Tenía razón Stiglitz, ¿o no?
Todo se inició con la investigación periodística a nivel mundial denominada Panama Papers, nombre sugerido por periodistas del diario La Prensa de Panamá que participaban en el equipo investigador. Se revisaron y revelaron actividades del bufete Mossack & Fonseca, con sede en ciudad de Panamá, respecto a la creación de empresas "offshore", que supuestamente eran dedicadas por sus dueños para la evasión de impuestos, lavado de activos y hasta para financiar actividades terroristas. El socio principal del bufete M&F es el abogado Ramón Fonseca, exministro consejero del presidente Varela y expresidente del Partido Panameñista, al cual también pertenece el señor presidente. Dado el daño evidente que los resultados encontrados producían sobre la imagen del país y la reputación del sistema financiero de Panamá, pilar importante de la economía nacional, el Gobierno contrató varios expertos, entre ellos al premio Nobel Joseph Stiglitz, quien integraría una comisión la que recomendaría formas para corregir y mitigar tales efectos, aclarando al máximo los hechos ocurridos.

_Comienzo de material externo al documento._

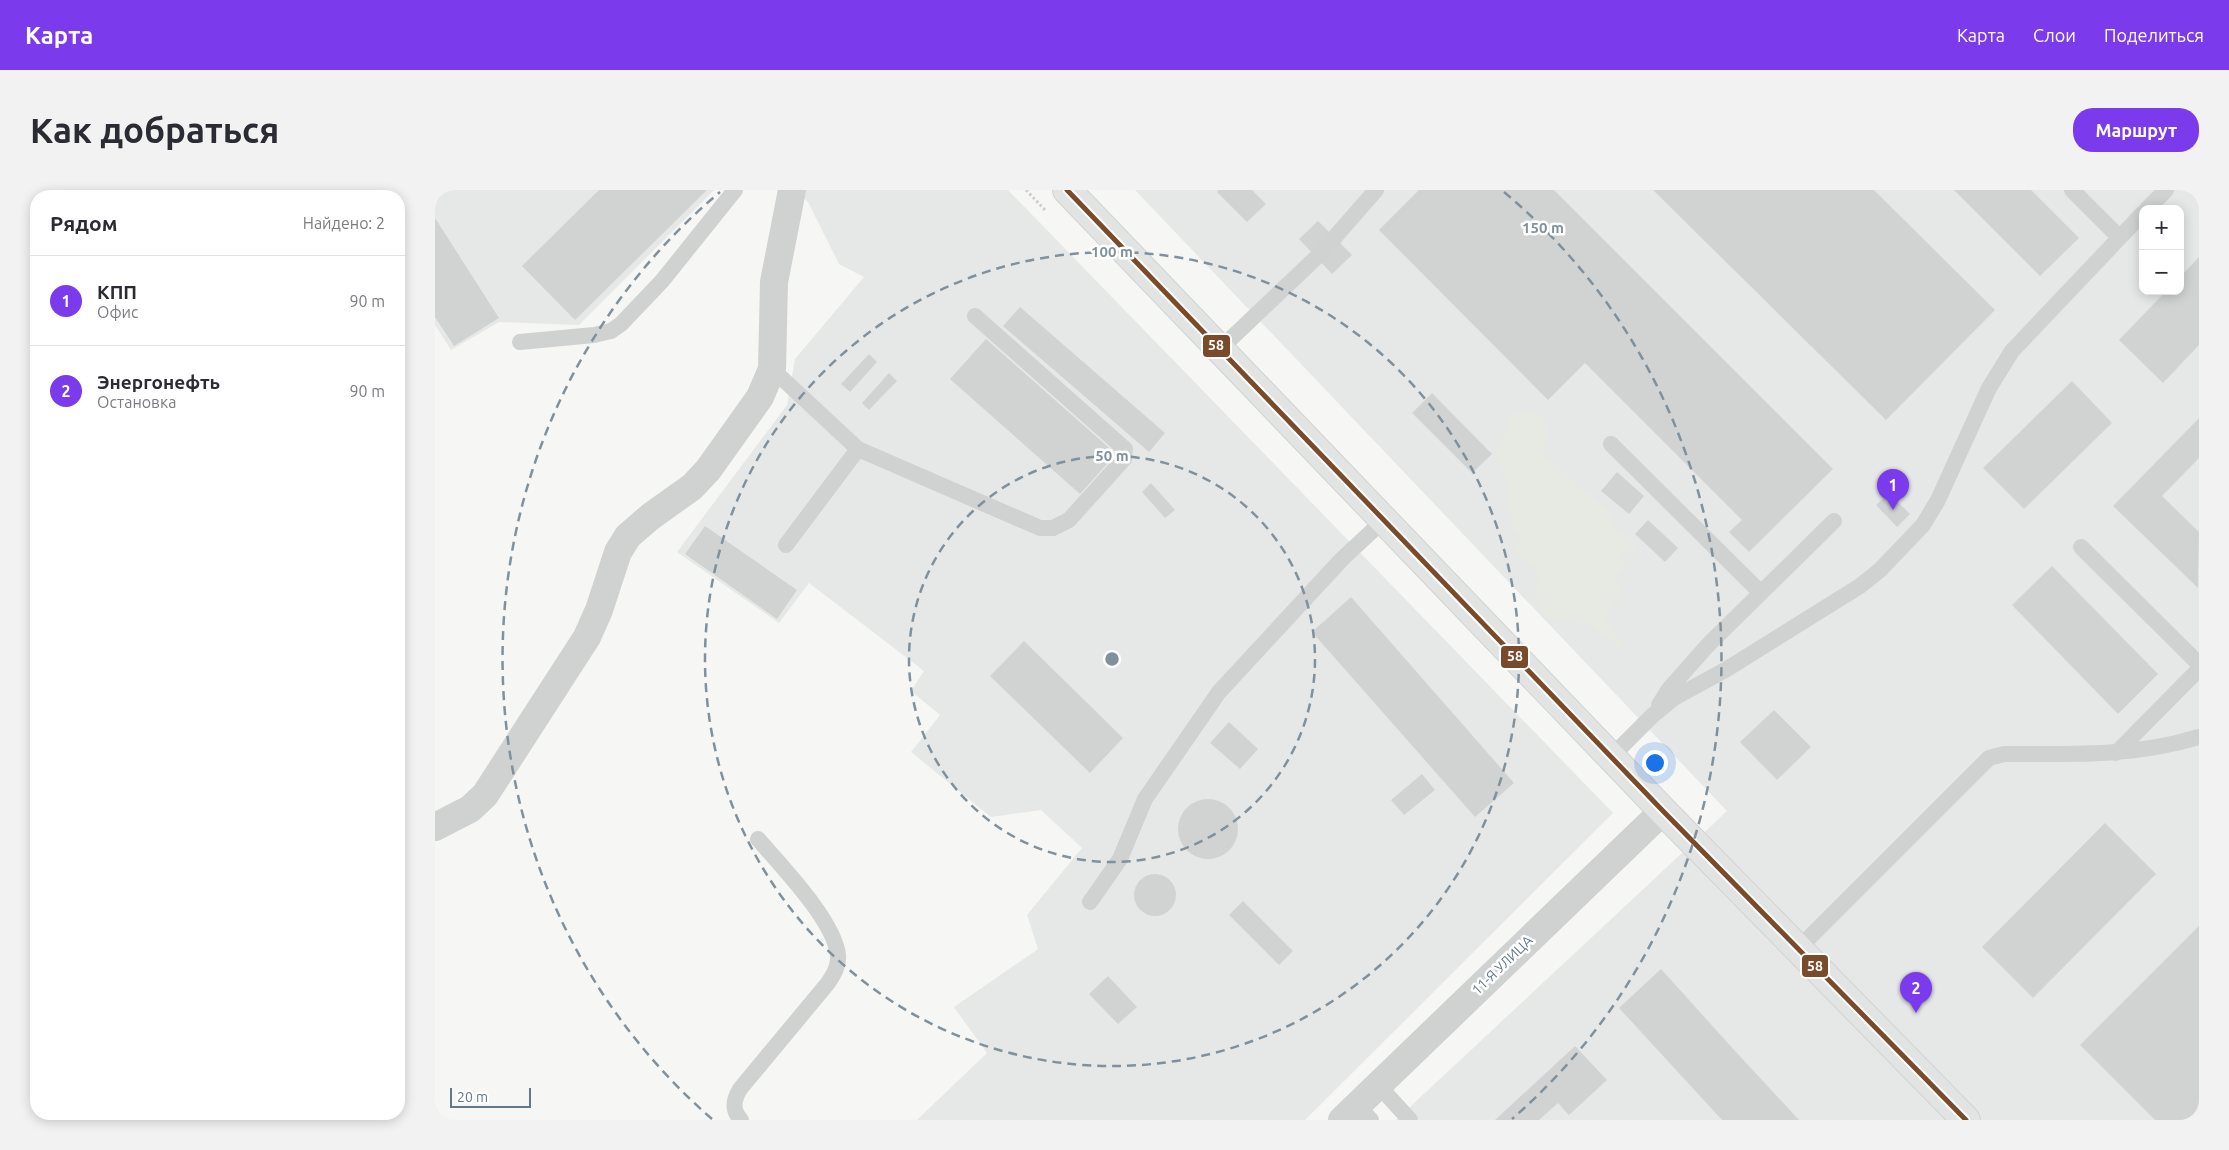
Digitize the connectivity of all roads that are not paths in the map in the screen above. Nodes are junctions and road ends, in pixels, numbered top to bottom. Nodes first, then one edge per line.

Sin embargo, Stiglitz renunció al momento que debía producirse un informe al respecto, argumentando que el Gobierno era poco transparente y no dejaría que se publicaran los hechos reales como se habían analizado. Desde ese momento se levantaron sospechas que se pretendía proteger al abogado Fonseca de posibles acusaciones por delitos cometidos.
Luego aparecen en Brasil los escándalos del "Lava Jato" y los sobornos por la constructora Odebrecht, en los cuales se mencionan nombres de importantes personalidades, entre las cuales hay clientes de la Filial del Bufete M&F en ese país. La funcionaria administradora de dicha filial declara en el Ministerio Público de Panamá y explica la sofisticada estructura utilizada por M&F para viabilizar y dirigir actos delictivos de sus clientes. La explicación demuestra que la organización de M&F podría ser considerada como la red delincuencial más grande del mundo en su momento.

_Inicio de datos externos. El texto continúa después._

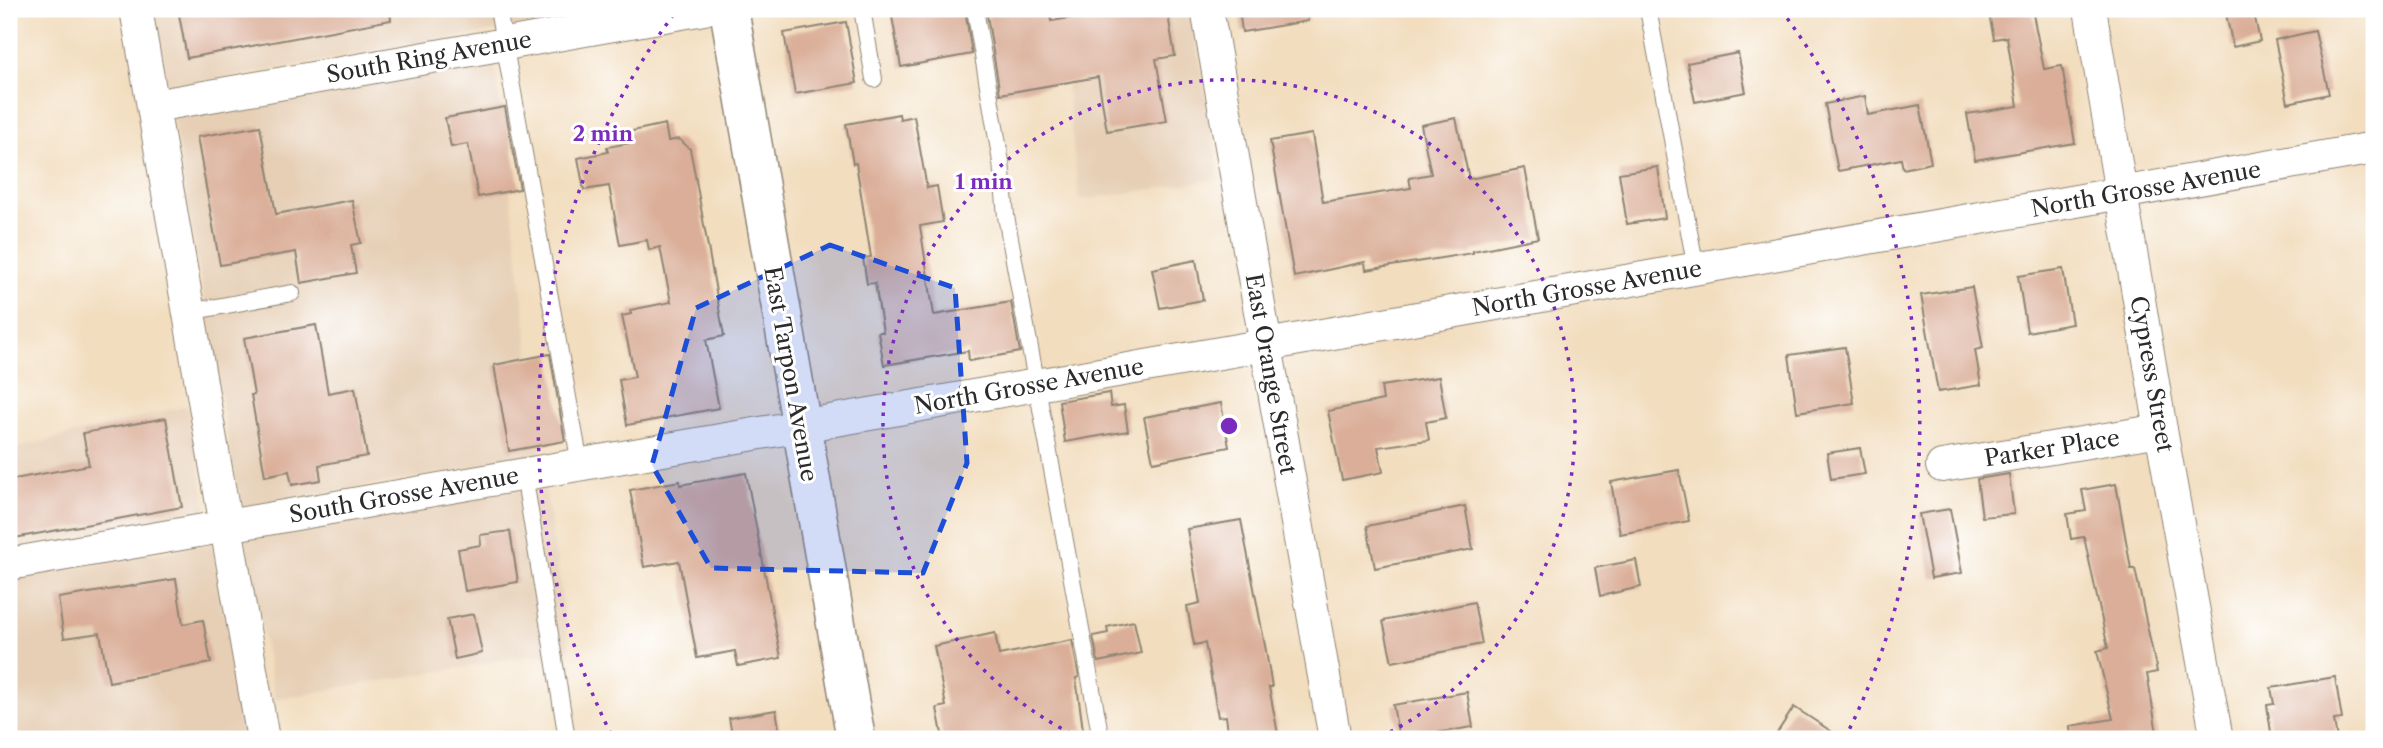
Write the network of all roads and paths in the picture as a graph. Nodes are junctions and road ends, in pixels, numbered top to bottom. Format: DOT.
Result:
graph roads {
  1 [pos="136,9"];
  2 [pos="498,9"];
  3 [pos="704,9"];
  4 [pos="729,9"];
  5 [pos="862,9"];
  6 [pos="975,9"];
  7 [pos="1208,9"];
  8 [pos="1648,9"];
  9 [pos="2090,9"];
  10 [pos="629,15"];
  11 [pos="505,44"];
  12 [pos="874,79"];
  13 [pos="154,106"];
  14 [pos="2374,148"];
  15 [pos="2121,193"];
  16 [pos="1696,269"];
  17 [pos="292,293"];
  18 [pos="189,312"];
  19 [pos="1266,345"];
  20 [pos="1035,385"];
  21 [pos="800,426"];
  22 [pos="2161,430"];
  23 [pos="580,464"];
  24 [pos="1942,466"];
  25 [pos="524,474"];
  26 [pos="226,526"];
  27 [pos="9,564"];
  28 [pos="263,739"];
  29 [pos="568,739"];
  30 [pos="856,739"];
  31 [pos="1101,739"];
  32 [pos="1335,739"];
  33 [pos="2217,739"];
  1 -- 13 [label="street"];
  2 -- 11 [label="lane"];
  3 -- 10 [label="street, South Ring Avenue"];
  4 -- 21 [label="main road, East Tarpon Avenue"];
  5 -- 12 [label="lane"];
  6 -- 20 [label="lane"];
  7 -- 19 [label="street, East Orange Street"];
  8 -- 16 [label="lane"];
  9 -- 15 [label="street, Cypress Street"];
  10 -- 11 [label="street, South Ring Avenue"];
  11 -- 13 [label="street, South Ring Avenue"];
  11 -- 23 [label="lane"];
  13 -- 18 [label="street"];
  14 -- 15 [label="street, North Grosse Avenue"];
  15 -- 16 [label="street, North Grosse Avenue"];
  15 -- 22 [label="street, Cypress Street"];
  16 -- 19 [label="street, North Grosse Avenue"];
  17 -- 18 [label="lane"];
  18 -- 26 [label="street"];
  19 -- 20 [label="street, North Grosse Avenue"];
  19 -- 32 [label="street, East Orange Street"];
  20 -- 21 [label="street, North Grosse Avenue"];
  20 -- 31 [label="lane"];
  21 -- 23 [label="street, South Grosse Avenue"];
  21 -- 30 [label="main road, East Tarpon Avenue"];
  22 -- 24 [label="street, Parker Place"];
  22 -- 33 [label="street, Cypress Street"];
  23 -- 25 [label="street, South Grosse Avenue"];
  25 -- 26 [label="street, South Grosse Avenue"];
  25 -- 29 [label="lane"];
  26 -- 27 [label="street, South Grosse Avenue"];
  26 -- 28 [label="street"];
}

Ahora, aparece el informe especial de la ONU que presenta nuevas evidencias que asocian al bufete M&F con una red de blanqueo basado en contrabando y producto del narcotráfico, lo que magnifica el escándalo de los Panama Papers. Adicionalmente, se tiene el informe del Departamento de Estados de los EE.UU. sobre lavado de dinero y crímenes financieros. El mismo menciona la vulnerabilidad del sistema financiero de Panamá por su falta de transparencia.
Estos acontecimientos hacen concluir que Stiglitz tenía razón. Sin duda, el sistema requiere un esfuerzo conjunto de la sociedad panameña para reformar el sistema y evitar futuros fraudes. Hay que salvar al sistema financiero nacional, antes que sea devastado por este tsunami provocado por el bufete M&F. Gobierno debe convocar las fuerzas vivas de la sociedad panameña para ayudar a encontrar soluciones.